As Bundaberg is only about 4 hours from Rockhampton it was a great opportunity to present an afternoon of talks to the Central Queensland Family History Association. For a report of the seminar see my Diary of an Australian Genealogist – Genealogy Notes 28 Oct – 11 Nov 2015.

We spent the next day looking around Rockhampton, Max was last there with the army in 1968, and we also went down to Yeppoon and Emu Park. As we didn’t want to travel back home the same way, we decided to do a leisurely trip down the Burnett Highway. There wasn’t a great lot of traffic so not a lot of tourists which is a shame as there is so much history along this highway.

Our first stop was Mount Morgan and who could go past such an historic cemetery. We could have spent hours there but we had to keep moving. Our next stop was Biloela for a fantastic, late almost lunch breakfast – bacon always tastes better in the country. At Mulgildie Max became acquainted with the local bunyip and I hadn’t realised the legend was from the Mulgildie area.

Historic Mount Morgan cemetery Nov 2015

Historic Mount Morgan cemetery Nov 2015

Max meets the Bunyip at Mulgildie

Max meets the Bunyip at Mulgildie

 

 

 

 

 

 

 

In Goomeri (home of the Pumpkin festival) we had to stop at the visitor’s centre for some maps and info on local sights. The volunteers were so friendly and they have a great local history display including some photos of original settlers.

At Eidsvold we stopped to take a photo of the police station as Max had stopped there on his 1968 trip north to catch up with his uncle who was the police sergeant there at the time. I was a bit surprised to see the local policeman come out (in full gear with gun and taser) to see what we were doing and why, but I suppose it is not often that someone says I was here 47 years ago! He directed us to a very nice coffee shop for afternoon tea.

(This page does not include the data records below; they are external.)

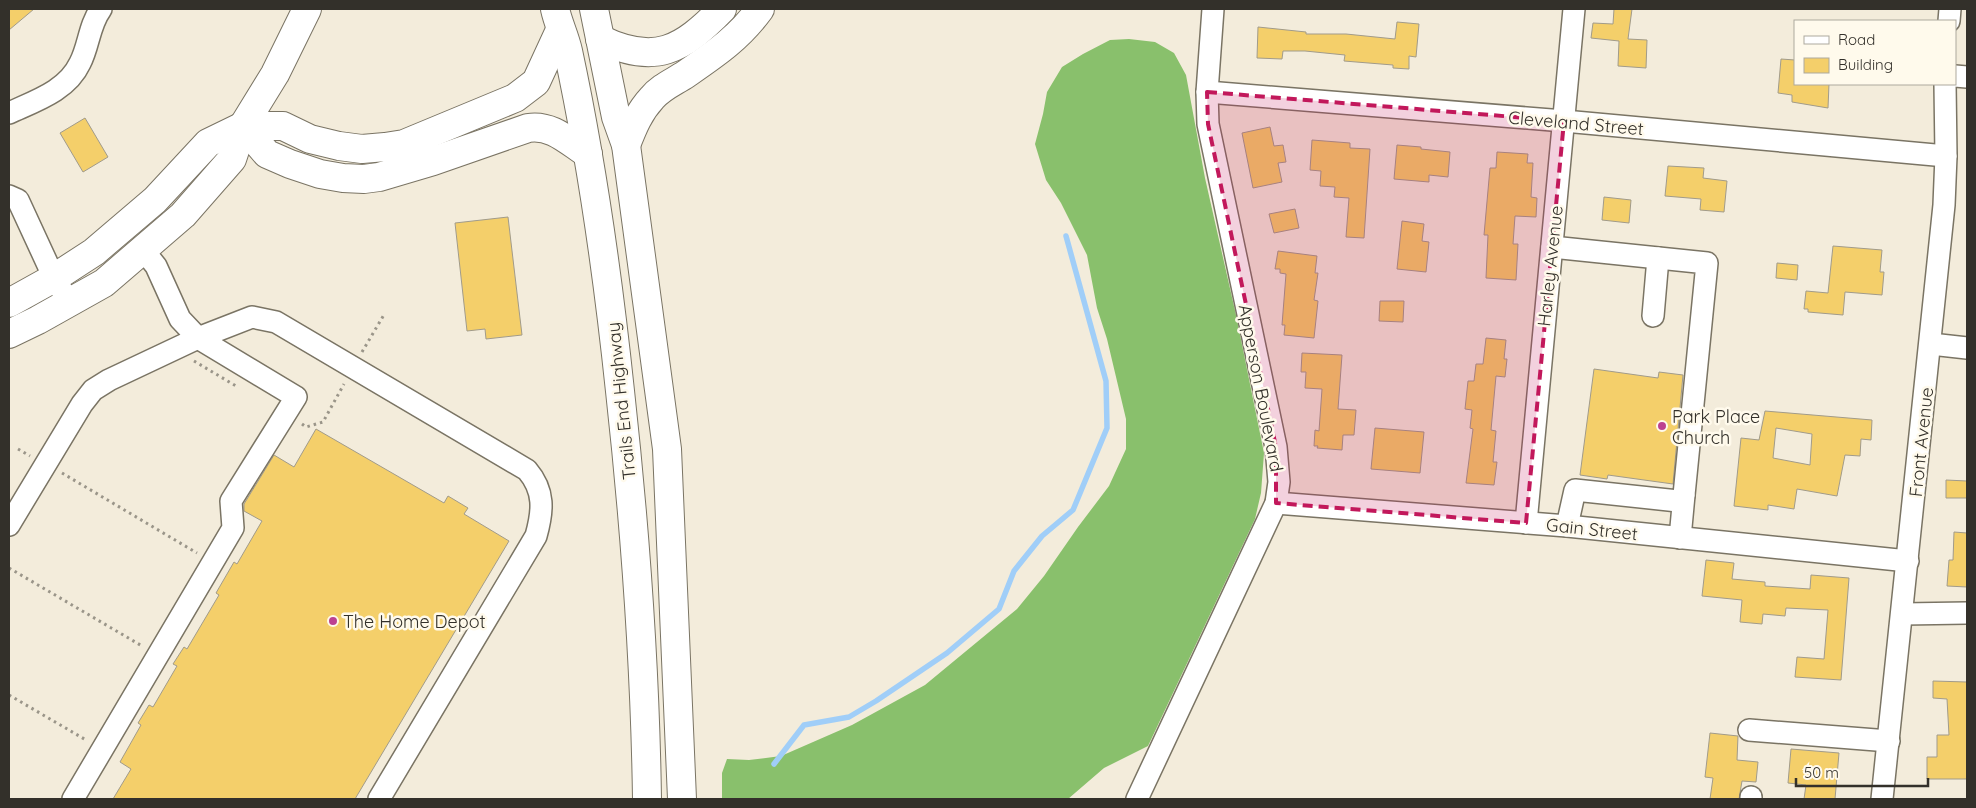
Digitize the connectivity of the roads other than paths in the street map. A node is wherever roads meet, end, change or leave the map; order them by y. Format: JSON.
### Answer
{"nodes":[{"id":1,"x":101,"y":9,"type":"edge"},
{"id":2,"x":307,"y":9,"type":"edge"},
{"id":3,"x":594,"y":9,"type":"edge"},
{"id":4,"x":722,"y":9,"type":"edge"},
{"id":5,"x":760,"y":9,"type":"edge"},
{"id":6,"x":1213,"y":9,"type":"edge"},
{"id":7,"x":1574,"y":9,"type":"edge"},
{"id":8,"x":558,"y":19,"type":"edge"},
{"id":9,"x":600,"y":39,"type":"junction"},
{"id":10,"x":1945,"y":85,"type":"edge"},
{"id":11,"x":1207,"y":92,"type":"junction"},
{"id":12,"x":9,"y":113,"type":"edge"},
{"id":13,"x":1564,"y":121,"type":"junction"},
{"id":14,"x":243,"y":126,"type":"junction"},
{"id":15,"x":626,"y":145,"type":"junction"},
{"id":16,"x":588,"y":154,"type":"junction"},
{"id":17,"x":1946,"y":156,"type":"junction"},
{"id":18,"x":9,"y":196,"type":"edge"},
{"id":19,"x":1552,"y":247,"type":"junction"},
{"id":20,"x":144,"y":250,"type":"junction"},
{"id":21,"x":1658,"y":258,"type":"junction"},
{"id":22,"x":54,"y":278,"type":"junction"},
{"id":23,"x":9,"y":302,"type":"edge"},
{"id":24,"x":70,"y":303,"type":"junction"},
{"id":25,"x":1653,"y":316,"type":"dead end"},
{"id":26,"x":9,"y":334,"type":"edge"},
{"id":27,"x":198,"y":338,"type":"junction"},
{"id":28,"x":1931,"y":344,"type":"junction"},
{"id":29,"x":1967,"y":348,"type":"edge"},
{"id":30,"x":1684,"y":495,"type":"junction"},
{"id":31,"x":1276,"y":503,"type":"junction"},
{"id":32,"x":1526,"y":523,"type":"junction"},
{"id":33,"x":9,"y":524,"type":"edge"},
{"id":34,"x":1567,"y":526,"type":"junction"},
{"id":35,"x":1680,"y":538,"type":"junction"},
{"id":36,"x":1908,"y":561,"type":"junction"},
{"id":37,"x":1967,"y":613,"type":"edge"},
{"id":38,"x":1903,"y":614,"type":"junction"},
{"id":39,"x":1749,"y":730,"type":"dead end"},
{"id":40,"x":1889,"y":741,"type":"junction"},
{"id":41,"x":73,"y":799,"type":"edge"},
{"id":42,"x":379,"y":799,"type":"edge"},
{"id":43,"x":647,"y":799,"type":"edge"},
{"id":44,"x":682,"y":799,"type":"edge"},
{"id":45,"x":1137,"y":799,"type":"edge"},
{"id":46,"x":1882,"y":799,"type":"edge"}],
"edges":[{"from":1,"to":12,"type":"street"},
{"from":2,"to":14,"type":"main road"},
{"from":3,"to":9,"type":"main road"},
{"from":4,"to":9,"type":"main road"},
{"from":5,"to":15,"type":"main road"},
{"from":6,"to":11,"type":"street","name":"Apperson Boulevard"},
{"from":7,"to":13,"type":"street","name":"Harley Avenue"},
{"from":8,"to":14,"type":"main road"},
{"from":8,"to":16,"type":"main road","name":"Trails End Highway"},
{"from":9,"to":15,"type":"main road"},
{"from":10,"to":17,"type":"street","name":"Front Avenue"},
{"from":11,"to":13,"type":"street","name":"Cleveland Street"},
{"from":11,"to":31,"type":"street","name":"Apperson Boulevard"},
{"from":13,"to":17,"type":"street","name":"Cleveland Street"},
{"from":13,"to":19,"type":"street","name":"Harley Avenue"},
{"from":14,"to":16,"type":"main road"},
{"from":14,"to":20,"type":"main road"},
{"from":14,"to":22,"type":"main road"},
{"from":15,"to":44,"type":"main road"},
{"from":16,"to":43,"type":"main road","name":"Trails End Highway"},
{"from":17,"to":28,"type":"street","name":"Front Avenue"},
{"from":18,"to":22,"type":"street"},
{"from":19,"to":21,"type":"street"},
{"from":19,"to":32,"type":"street","name":"Harley Avenue"},
{"from":20,"to":24,"type":"main road"},
{"from":20,"to":27,"type":"street"},
{"from":21,"to":25,"type":"street"},
{"from":21,"to":30,"type":"street"},
{"from":22,"to":23,"type":"main road"},
{"from":22,"to":24,"type":"street"},
{"from":24,"to":26,"type":"main road"},
{"from":27,"to":33,"type":"street"},
{"from":27,"to":41,"type":"street"},
{"from":27,"to":42,"type":"street"},
{"from":28,"to":29,"type":"street"},
{"from":28,"to":36,"type":"street","name":"Front Avenue"},
{"from":30,"to":34,"type":"street"},
{"from":30,"to":35,"type":"street"},
{"from":31,"to":32,"type":"street","name":"Gain Street"},
{"from":31,"to":45,"type":"street","name":"Apperson Boulevard"},
{"from":32,"to":34,"type":"street","name":"Gain Street"},
{"from":34,"to":35,"type":"street","name":"Gain Street"},
{"from":35,"to":36,"type":"street","name":"Gain Street"},
{"from":36,"to":38,"type":"street","name":"Front Avenue"},
{"from":37,"to":38,"type":"street"},
{"from":38,"to":40,"type":"street","name":"Front Avenue"},
{"from":39,"to":40,"type":"street"},
{"from":40,"to":46,"type":"street","name":"Front Avenue"}]}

Back on the road we headed to Gayndah where we caught up with Max’s half brother who he had never ever met. A long story, perhaps another time, and our trip was fast becoming a family history trip with absolutely no pre planning. Our local steak dinner that night was one of the best and cheapest steaks I have had in a long time and the  trip could even be seen as a gourmet excursion as we sampled local produce including wines.

Max at the Big Orange, Gayndah

Max at the Big Orange, Gayndah

We simply had to have breakfast at the Big Orange on the way out of Gayndah next morning. A fascinating store with lots of local produce, arts and crafts and great food. Max got to meet another one of the locals!

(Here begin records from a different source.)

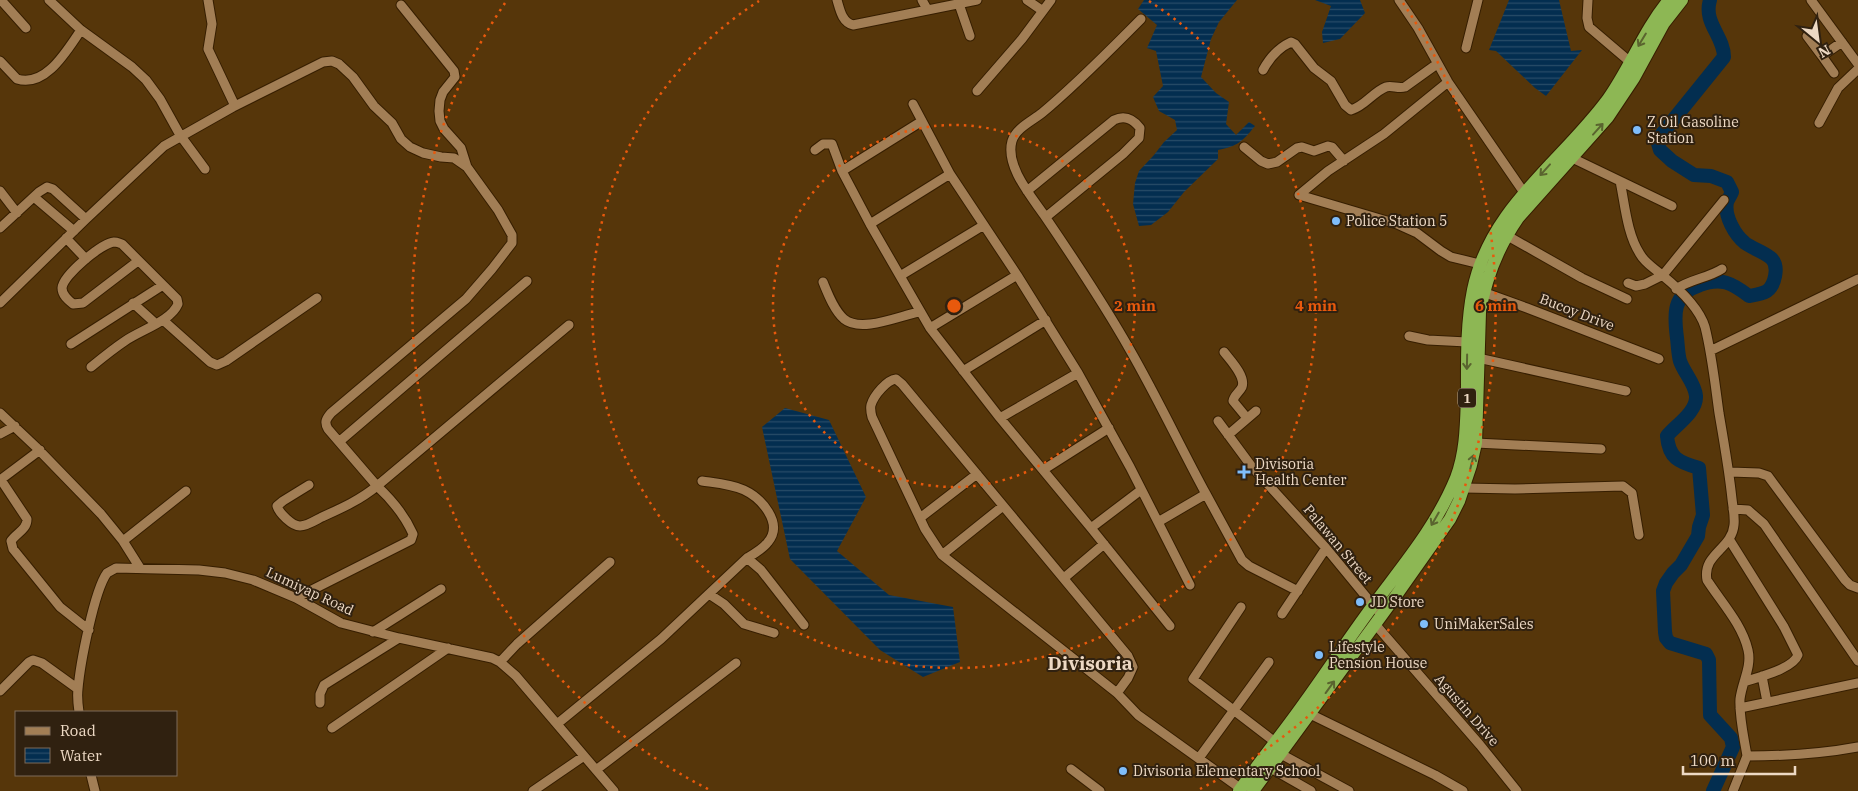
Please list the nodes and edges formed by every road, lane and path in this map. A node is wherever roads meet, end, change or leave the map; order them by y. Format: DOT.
graph roads {
  1 [pos="1,0"];
  2 [pos="49,0"];
  3 [pos="61,0"];
  4 [pos="208,0"];
  5 [pos="837,0"];
  6 [pos="922,0"];
  7 [pos="976,0"];
  8 [pos="1027,0"];
  9 [pos="1051,0"];
  10 [pos="1399,0"];
  11 [pos="1478,0"];
  12 [pos="1588,0"];
  13 [pos="1669,0"];
  14 [pos="1682,0"];
  15 [pos="1811,0"];
  16 [pos="959,4"];
  17 [pos="401,5"];
  18 [pos="927,9"];
  19 [pos="1043,11"];
  20 [pos="68,17"];
  21 [pos="1141,19"];
  22 [pos="26,28"];
  23 [pos="81,30"];
  24 [pos="970,36"];
  25 [pos="1807,36"];
  26 [pos="1842,42"];
  27 [pos="1466,48"];
  28 [pos="1822,56"];
  29 [pos="0,61"];
  30 [pos="1629,61"];
  31 [pos="1437,64"];
  32 [pos="1858,64"];
  33 [pos="1858,69"];
  34 [pos="1264,70"];
  35 [pos="1834,73"];
  36 [pos="1448,82"];
  37 [pos="977,91"];
  38 [pos="913,104"];
  39 [pos="235,106"];
  40 [pos="922,121"];
  41 [pos="1819,123"];
  42 [pos="180,136"];
  43 [pos="1244,147"];
  44 [pos="815,150"];
  45 [pos="1566,155"];
  46 [pos="1344,161"];
  47 [pos="466,167"];
  48 [pos="205,169"];
  49 [pos="842,171"];
  50 [pos="950,174"];
  51 [pos="1620,182"];
  52 [pos="0,191"];
  53 [pos="1027,191"];
  54 [pos="34,197"];
  55 [pos="1528,197"];
  56 [pos="1724,200"];
  57 [pos="1672,206"];
  58 [pos="17,213"];
  59 [pos="1046,217"];
  60 [pos="86,219"];
  61 [pos="870,224"];
  62 [pos="984,225"];
  63 [pos="0,228"];
  64 [pos="74,230"];
  65 [pos="1506,235"];
  66 [pos="66,238"];
  67 [pos="86,259"];
  68 [pos="138,261"];
  69 [pos="1485,266"];
  70 [pos="1722,268"];
  71 [pos="1018,275"];
  72 [pos="1663,275"];
  73 [pos="900,276"];
  74 [pos="1858,279"];
  75 [pos="527,282"];
  76 [pos="823,282"];
  77 [pos="1628,283"];
  78 [pos="163,285"];
  79 [pos="1478,291"];
  80 [pos="1679,291"];
  81 [pos="317,298"];
  82 [pos="1627,300"];
  83 [pos="0,303"];
  84 [pos="133,303"];
  85 [pos="919,312"];
  86 [pos="1046,320"];
  87 [pos="159,322"];
  88 [pos="569,325"];
  89 [pos="930,328"];
  90 [pos="1409,336"];
  91 [pos="1467,342"];
  92 [pos="71,344"];
  93 [pos="1710,351"];
  94 [pos="1224,352"];
  95 [pos="1478,358"];
  96 [pos="1660,359"];
  97 [pos="91,367"];
  98 [pos="963,371"];
  99 [pos="1078,373"];
  100 [pos="1626,391"];
  101 [pos="1256,411"];
  102 [pos="0,413"];
  103 [pos="1000,418"];
  104 [pos="1247,418"];
  105 [pos="1218,421"];
  106 [pos="15,426"];
  107 [pos="1109,428"];
  108 [pos="0,434"];
  109 [pos="1228,435"];
  110 [pos="340,441"];
  111 [pos="1476,443"];
  112 [pos="1601,449"];
  113 [pos="40,450"];
  114 [pos="1043,470"];
  115 [pos="1730,472"];
  116 [pos="977,474"];
  117 [pos="0,480"];
  118 [pos="702,481"];
  119 [pos="310,485"];
  120 [pos="377,486"];
  121 [pos="1464,488"];
  122 [pos="1141,490"];
  123 [pos="186,491"];
  124 [pos="1206,494"];
  125 [pos="1003,506"];
  126 [pos="1733,509"];
  127 [pos="920,518"];
  128 [pos="1158,522"];
  129 [pos="1091,528"];
  130 [pos="1639,535"];
  131 [pos="1729,539"];
  132 [pos="122,541"];
  133 [pos="1104,544"];
  134 [pos="1326,548"];
  135 [pos="942,555"];
  136 [pos="747,558"];
  137 [pos="610,562"];
  138 [pos="140,568"];
  139 [pos="1064,578"];
  140 [pos="1190,585"];
  141 [pos="1858,588"];
  142 [pos="441,589"];
  143 [pos="1298,591"];
  144 [pos="708,594"];
  145 [pos="296,598"];
  146 [pos="1241,607"];
  147 [pos="1282,614"];
  148 [pos="1376,615"];
  149 [pos="804,625"];
  150 [pos="1170,626"];
  151 [pos="88,630"];
  152 [pos="373,632"];
  153 [pos="774,633"];
  154 [pos="399,638"];
  155 [pos="448,648"];
  156 [pos="1858,661"];
  157 [pos="500,662"];
  158 [pos="1269,662"];
  159 [pos="736,663"];
  160 [pos="1762,676"];
  161 [pos="1744,682"];
  162 [pos="1858,683"];
  163 [pos="78,689"];
  164 [pos="0,691"];
  165 [pos="1117,693"];
  166 [pos="1767,702"];
  167 [pos="320,703"];
  168 [pos="1740,708"];
  169 [pos="1234,710"];
  170 [pos="79,711"];
  171 [pos="1310,714"];
  172 [pos="557,724"];
  173 [pos="332,728"];
  174 [pos="1858,747"];
  175 [pos="1277,748"];
  176 [pos="584,756"];
  177 [pos="1748,756"];
  178 [pos="1199,758"];
  179 [pos="1269,768"];
  180 [pos="1071,769"];
  181 [pos="596,770"];
  182 [pos="91,776"];
  183 [pos="1244,790"];
  184 [pos="95,791"];
  185 [pos="533,791"];
  186 [pos="614,791"];
  187 [pos="1100,791"];
  188 [pos="1311,791"];
  189 [pos="1349,791"];
  190 [pos="1463,791"];
  191 [pos="1517,791"];
  192 [pos="1734,791"];
  1 -- 22 [label="street"];
  2 -- 20 [label="street"];
  3 -- 20 [label="street"];
  4 -- 39 [label="street"];
  5 -- 18 [label="street"];
  6 -- 18 [label="street"];
  7 -- 16 [label="street"];
  8 -- 19 [label="street"];
  9 -- 19 [label="street"];
  10 -- 31 [label="street"];
  11 -- 27 [label="street"];
  12 -- 30 [label="street"];
  13 -- 30 [label="highway, 1, one-way"];
  45 -- 14 [label="highway, 1, one-way"];
  15 -- 26 [label="street"];
  16 -- 18 [label="street"];
  16 -- 24 [label="street"];
  17 -- 47 [label="street"];
  19 -- 37 [label="street"];
  20 -- 23 [label="street"];
  21 -- 53 [label="street"];
  23 -- 29 [label="street"];
  23 -- 42 [label="street"];
  25 -- 28 [label="street"];
  26 -- 28 [label="street"];
  26 -- 32 [label="street"];
  28 -- 35 [label="street"];
  30 -- 45 [label="highway, 1"];
  31 -- 34 [label="street"];
  31 -- 36 [label="street"];
  33 -- 41 [label="street"];
  36 -- 46 [label="street"];
  36 -- 55 [label="street"];
  38 -- 40 [label="street"];
  39 -- 42 [label="street"];
  39 -- 47 [label="street"];
  40 -- 49 [label="street"];
  40 -- 50 [label="street"];
  42 -- 48 [label="street"];
  42 -- 60 [label="street"];
  43 -- 46 [label="street"];
  44 -- 49 [label="street"];
  45 -- 51 [label="street"];
  45 -- 55 [label="highway, 1"];
  46 -- 69 [label="street"];
  47 -- 110 [label="street"];
  49 -- 61 [label="street"];
  50 -- 61 [label="street"];
  50 -- 62 [label="street"];
  51 -- 57 [label="street"];
  51 -- 72 [label="street"];
  52 -- 58 [label="street"];
  53 -- 59 [label="street"];
  53 -- 59 [label="street"];
  54 -- 58 [label="street"];
  54 -- 60 [label="street"];
  54 -- 64 [label="street"];
  55 -- 65 [label="highway, 1"];
  55 -- 69 [label="highway, 1"];
  56 -- 72 [label="street"];
  58 -- 63 [label="street"];
  59 -- 124 [label="street"];
  60 -- 64 [label="street"];
  61 -- 73 [label="street"];
  62 -- 71 [label="street"];
  62 -- 73 [label="street"];
  64 -- 66 [label="street"];
  65 -- 69 [label="highway, 1"];
  65 -- 82 [label="street"];
  66 -- 67 [label="street"];
  66 -- 83 [label="street"];
  67 -- 68 [label="street"];
  67 -- 68 [label="street"];
  68 -- 78 [label="street"];
  69 -- 79 [label="highway, 1"];
  70 -- 80 [label="street"];
  71 -- 86 [label="street"];
  71 -- 89 [label="street"];
  72 -- 77 [label="street"];
  72 -- 80 [label="street"];
  73 -- 85 [label="street"];
  74 -- 93 [label="street"];
  75 -- 110 [label="street"];
  76 -- 85 [label="street"];
  78 -- 84 [label="street"];
  78 -- 87 [label="street"];
  79 -- 91 [label="highway, 1"];
  79 -- 95 [label="highway, 1"];
  79 -- 96 [label="street, Bucoy Drive"];
  80 -- 93 [label="street"];
  81 -- 87 [label="street"];
  84 -- 87 [label="street"];
  84 -- 92 [label="street"];
  85 -- 89 [label="street"];
  86 -- 98 [label="street"];
  86 -- 99 [label="street"];
  87 -- 97 [label="street"];
  88 -- 120 [label="street"];
  89 -- 98 [label="street"];
  90 -- 91 [label="street"];
  91 -- 148 [label="highway, 1, one-way"];
  93 -- 115 [label="street"];
  94 -- 104 [label="street"];
  95 -- 100 [label="street"];
  95 -- 111 [label="highway, 1"];
  98 -- 103 [label="street"];
  99 -- 103 [label="street"];
  99 -- 107 [label="street"];
  101 -- 104 [label="street"];
  102 -- 106 [label="street"];
  103 -- 114 [label="street"];
  104 -- 109 [label="street"];
  105 -- 109 [label="street, Palawan Street"];
  106 -- 108 [label="street"];
  106 -- 113 [label="street"];
  107 -- 114 [label="street"];
  107 -- 122 [label="street"];
  109 -- 134 [label="street, Palawan Street"];
  110 -- 120 [label="street"];
  111 -- 112 [label="street"];
  121 -- 111 [label="highway, 1, one-way"];
  113 -- 117 [label="street"];
  113 -- 132 [label="street"];
  114 -- 129 [label="street"];
  115 -- 126 [label="street"];
  115 -- 141 [label="street"];
  116 -- 125 [label="street"];
  116 -- 127 [label="street"];
  116 -- 127 [label="street"];
  117 -- 151 [label="street"];
  118 -- 136 [label="street"];
  119 -- 120 [label="street"];
  120 -- 145 [label="street"];
  121 -- 130 [label="street"];
  121 -- 148 [label="highway, 1"];
  122 -- 128 [label="street"];
  122 -- 129 [label="street"];
  123 -- 132 [label="street"];
  124 -- 128 [label="street"];
  124 -- 143 [label="street"];
  125 -- 135 [label="street"];
  125 -- 139 [label="street"];
  126 -- 131 [label="street"];
  126 -- 156 [label="street"];
  127 -- 135 [label="street"];
  128 -- 140 [label="street"];
  129 -- 133 [label="street"];
  131 -- 160 [label="street"];
  131 -- 161 [label="street"];
  132 -- 138 [label="street"];
  133 -- 139 [label="street"];
  133 -- 150 [label="street"];
  134 -- 143 [label="street"];
  134 -- 148 [label="street, Palawan Street"];
  135 -- 165 [label="street"];
  136 -- 144 [label="street"];
  136 -- 149 [label="street"];
  137 -- 157 [label="street"];
  138 -- 145 [label="street, Lumiyap Road"];
  138 -- 151 [label="street, Lumiyap Road"];
  139 -- 165 [label="street"];
  142 -- 152 [label="street"];
  143 -- 147 [label="street"];
  144 -- 153 [label="street"];
  144 -- 172 [label="street"];
  145 -- 152 [label="street, Lumiyap Road"];
  146 -- 169 [label="street"];
  171 -- 148 [label="highway, 1, one-way"];
  148 -- 175 [label="highway, 1"];
  148 -- 191 [label="street, Agustin Drive"];
  151 -- 163 [label="street, Lumiyap Road"];
  152 -- 154 [label="street, Lumiyap Road"];
  154 -- 155 [label="street, Lumiyap Road"];
  154 -- 167 [label="street"];
  155 -- 157 [label="street, Lumiyap Road"];
  155 -- 173 [label="street"];
  157 -- 172 [label="street, Lumiyap Road"];
  158 -- 169 [label="street"];
  159 -- 181 [label="street"];
  160 -- 161 [label="street"];
  160 -- 166 [label="street"];
  161 -- 168 [label="street"];
  162 -- 166 [label="street"];
  163 -- 164 [label="street"];
  163 -- 170 [label="street, Lumiyap Road"];
  165 -- 178 [label="street"];
  166 -- 168 [label="street"];
  168 -- 177 [label="street"];
  169 -- 175 [label="street"];
  169 -- 178 [label="street"];
  171 -- 175 [label="highway, 1"];
  171 -- 190 [label="street"];
  172 -- 176 [label="street, Lumiyap Road"];
  174 -- 177 [label="street"];
  175 -- 179 [label="highway, 1"];
  175 -- 183 [label="highway, 1"];
  175 -- 189 [label="street"];
  176 -- 181 [label="street, Lumiyap Road"];
  176 -- 185 [label="street"];
  177 -- 192 [label="street"];
  178 -- 183 [label="street"];
  179 -- 183 [label="highway, 1"];
  179 -- 188 [label="street"];
  180 -- 187 [label="street"];
  181 -- 186 [label="street, Lumiyap Road"];
  182 -- 184 [label="street"];
}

Gayndah claims to be the oldest town in Queensland having been established in 1849 but next day we drove into Nanango which also claims oldest with an 1848 date. Either way there are some really old places and streetscapes, as in most of the towns we drove through. Original miners cottages, old Queenslanders and farm buildings all with so much history. There were lots we would have liked to stop and look through but people still live in them.

The Peanut Van in Nanango beckoned us and you really can’t go past local peanuts and there were dozens of sweet and savoury flavours. Picking two was a bit hard (all things in moderation they say) and the peanut brittle is to die for. Not to hard, not to soft, just perfect. Then it was a quick detour into Lake Barambah (Bjelke Petersen Dam) to check out the fishing and boating ramps. Always a good sign when there are people cleaning nice sized fish when you pull up but really the huge flock of pelicans waiting for the scraps was the giveaway.

After that it was relatively familiar territory travelling through Kilcoy and of course we had to stop at Yowie Park and have a fantastic pie from the best ever bakery just across the road from the park. Sitting there watching all the bird life is a wonderful experience in itself. From there it was through Woodford, skirting Caboolture before we were back on the Bribie Island Road.

Had we a few extra days we would have detoured into Kingaroy and up into the Bunya Mountains. Maybe next time. A great trip with aspects of family history, heritage, gourmet foods and fantastic scenery. I wonder sometimes why people don’t holiday more out west, the coast and the beaches are great but so much more to see travelling our highways.